AFTER: This isn't really my scene, because the action and violence are so over-the-top that it's almost like a live-action cartoon. I get hung up on things like the physics of stunts gunshots, and this has enough impossible and implausible occurences to keep the Mythbusters busy for a whole season.
(Come to think of it, get the Mythbusters guys on the phone - can you make a guitar function like a gun, or a flamethrower for that matter, and still be playable as a guitar? I'm guessing the answer is no, but I'd like to know for sure.)
Once again there's a military coup in a Latin American nation - that's the third one this week, but who's counting? - and once again the CIA is involved. But so is a (retired) FBI agent, a current AFN agent (sort of a Mexican ATF?), a druglord, a general...you get the idea. To say that it's hard to keep track of all the players here is an understatement, plus all the loyalties keep shifting, pitting characters who were once allies up against each other.
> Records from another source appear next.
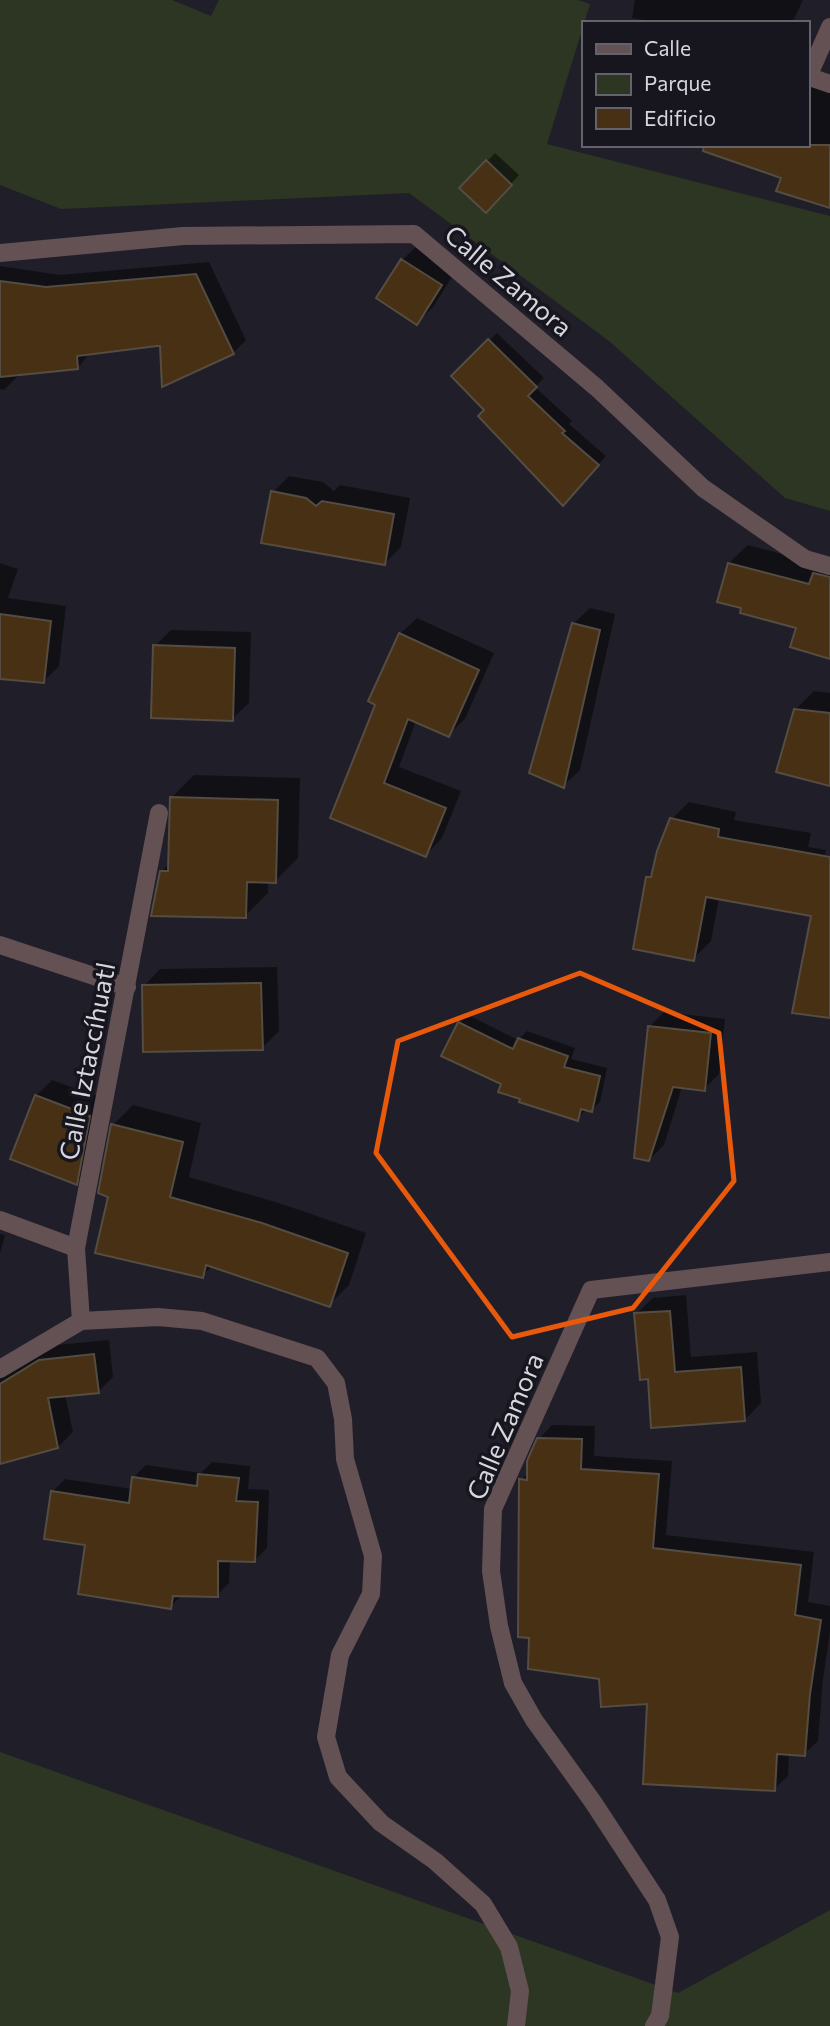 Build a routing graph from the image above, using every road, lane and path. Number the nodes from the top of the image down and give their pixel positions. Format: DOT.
graph roads {
  1 [pos="830,27"];
  2 [pos="809,74"];
  3 [pos="809,76"];
  4 [pos="830,84"];
  5 [pos="0,253"];
  6 [pos="830,566"];
  7 [pos="159,813"];
  8 [pos="0,945"];
  9 [pos="127,987"];
  10 [pos="0,1220"];
  11 [pos="76,1248"];
  12 [pos="830,1262"];
  13 [pos="81,1321"];
  14 [pos="0,1369"];
  15 [pos="516,2026"];
  16 [pos="654,2026"];
  1 -- 2 [label="street"];
  3 -- 4 [label="street"];
  5 -- 6 [label="street, Calle Zamora"];
  7 -- 9 [label="street, Calle Iztaccíhuatl"];
  8 -- 9 [label="street"];
  9 -- 11 [label="street, Calle Iztaccíhuatl"];
  10 -- 11 [label="street"];
  11 -- 13 [label="street, Calle Iztaccíhuatl"];
  12 -- 16 [label="street, Calle Zamora"];
  13 -- 14 [label="street"];
  13 -- 15 [label="street"];
}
The famed "Mexican standoff" so common in Tarantino films is well represented here, but so are magic bullets that always seem to find their targets - when fired by the heroes, of course. The villains can shoot hundreds of bullets and miss every time. But this is all in the name of storytelling, of course, and I do make allowances for that. But hero bullets here also have the power to propel bodies across the room, and that's just not how ballistics work.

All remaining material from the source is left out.